Directions for this task: If a line in the data holds "paths", copy that line out in full.

Records for the task:
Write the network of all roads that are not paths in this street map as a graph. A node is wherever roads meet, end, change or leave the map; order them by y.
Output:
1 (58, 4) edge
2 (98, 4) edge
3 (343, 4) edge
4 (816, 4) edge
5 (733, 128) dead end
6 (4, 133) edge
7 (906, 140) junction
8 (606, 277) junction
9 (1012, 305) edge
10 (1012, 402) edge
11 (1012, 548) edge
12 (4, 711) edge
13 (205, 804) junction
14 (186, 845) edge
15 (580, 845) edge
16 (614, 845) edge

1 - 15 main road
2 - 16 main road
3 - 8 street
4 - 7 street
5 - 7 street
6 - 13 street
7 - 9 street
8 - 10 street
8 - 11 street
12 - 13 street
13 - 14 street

--

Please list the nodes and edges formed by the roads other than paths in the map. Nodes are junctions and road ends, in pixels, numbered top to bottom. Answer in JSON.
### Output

Answer to the exercise:
Write the network of all roads that are not paths in this street map as a graph. A node is wherever roads meet, end, change or leave the map; order them by y.
Please list the nodes and edges formed by the roads other than paths in the map. Nodes are junctions and road ends, in pixels, numbered top to bottom. Answer in JSON.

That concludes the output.